Panasonic's Lumix DMC-FX35 fared well in my less-than-scientific test. Just a smidge trimmer than the Sony, it has a 25mm Leica lens and a 2.5-inch LCD display. The mode menu's 22 selections are wonderfully simple: a candelabra to indicate shooting a candlelit scene, a palm tree by an ocean for beach shots, and an island with clouds floating by for pictures taken from airplanes. There's also an Intelligent Auto mode that figures out the optimal settings for each shot, while gyro-sensors correct for a shaking hand.

Nikon's Coolpix S600 has Nikon's own Nikkor 4x optical zoom lens and is just a bit smaller than the Lumix, even with a 2.7-inch LCD. There are 15 modes to choose from, some of which made little sense to me. Is "museum" mode good for shooting anything other than art on walls? The answer: This mode is for indoors when flash photography is prohibited. And how is Active Child mode different from Sports mode? Not very. The Sports mode allows for continuous shots that capture motion.
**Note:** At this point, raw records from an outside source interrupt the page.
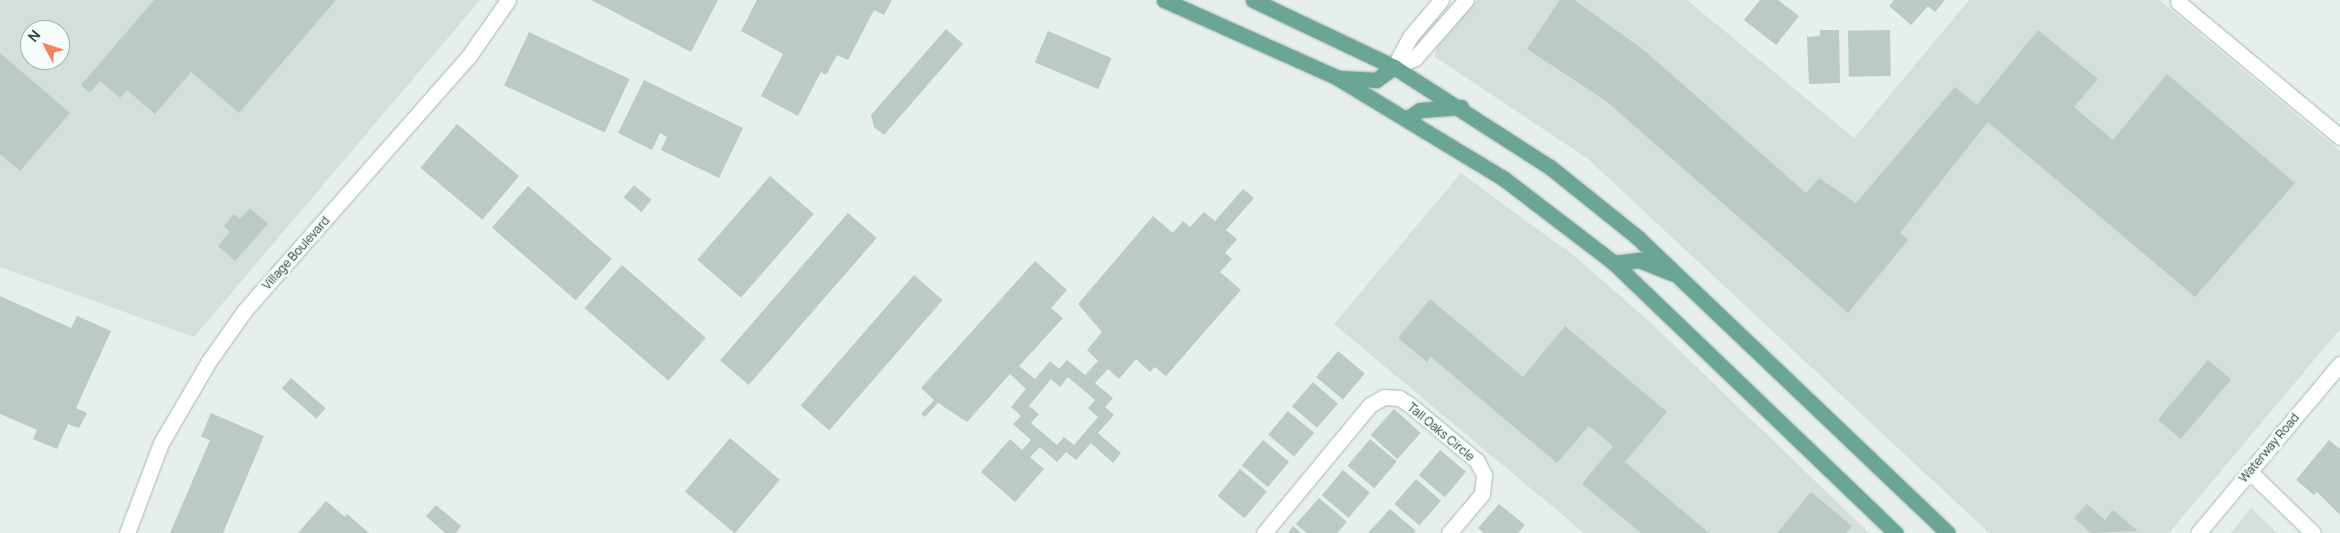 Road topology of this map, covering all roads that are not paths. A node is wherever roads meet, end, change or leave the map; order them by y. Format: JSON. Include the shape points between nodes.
{"nodes":[{"id":1,"x":508,"y":0,"type":"edge"},
{"id":2,"x":1164,"y":0,"type":"edge"},
{"id":3,"x":1253,"y":0,"type":"edge"},
{"id":4,"x":1441,"y":0,"type":"edge"},
{"id":5,"x":1466,"y":0,"type":"edge"},
{"id":6,"x":2178,"y":2,"type":"dead end"},
{"id":7,"x":1394,"y":68,"type":"junction"},
{"id":8,"x":1336,"y":77,"type":"junction"},
{"id":9,"x":1461,"y":107,"type":"junction"},
{"id":10,"x":1408,"y":118,"type":"junction"},
{"id":11,"x":2340,"y":137,"type":"edge"},
{"id":12,"x":1614,"y":263,"type":"junction"},
{"id":13,"x":1679,"y":276,"type":"junction"},
{"id":14,"x":2340,"y":364,"type":"edge"},
{"id":15,"x":2249,"y":471,"type":"junction"},
{"id":16,"x":127,"y":533,"type":"edge"},
{"id":17,"x":1264,"y":533,"type":"edge"},
{"id":18,"x":1449,"y":533,"type":"edge"},
{"id":19,"x":1896,"y":533,"type":"edge"},
{"id":20,"x":1948,"y":533,"type":"edge"},
{"id":21,"x":2198,"y":533,"type":"edge"},
{"id":22,"x":2313,"y":533,"type":"edge"}],
"edges":[{"from":1,"to":16,"type":"street","name":"Village Boulevard","via":[[469,56],[245,310],[208,361],[161,443]]},
{"from":2,"to":8,"type":"main road"},
{"from":3,"to":7,"type":"main road"},
{"from":4,"to":7,"type":"street","via":[[1410,37]]},
{"from":5,"to":7,"type":"street","via":[[1415,58]]},
{"from":6,"to":11,"type":"street"},
{"from":7,"to":8,"type":"main road","via":[[1376,80]]},
{"from":7,"to":9,"type":"main road"},
{"from":8,"to":10,"type":"main road"},
{"from":9,"to":10,"type":"main road","via":[[1431,108]]},
{"from":9,"to":13,"type":"main road","via":[[1601,206]]},
{"from":10,"to":12,"type":"main road","via":[[1503,178]]},
{"from":12,"to":13,"type":"main road","via":[[1639,260]]},
{"from":12,"to":19,"type":"main road"},
{"from":13,"to":20,"type":"main road"},
{"from":14,"to":15,"type":"street","name":"Waterway Road"},
{"from":15,"to":21,"type":"street","name":"Waterway Road"},
{"from":15,"to":22,"type":"street"},
{"from":17,"to":18,"type":"street","name":"Tall Oaks Circle","via":[[1370,404],[1384,397],[1399,398],[1410,405],[1477,461],[1484,476],[1482,494]]}]}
Neither mode worked well for me. I took the S600 to shoot my 13-year-old son's Ultimate Frisbee practice in challenging dusk light and got a bunch of blurry snaps.

Turns out most of the gimmicks designed to make photography easier don't live up to the hype. Then again, all the cameras took phenomenal pictures when I picked the basic settings, pointed, and shot. Camera makers now have very smart software. They should give that technology something useful to do.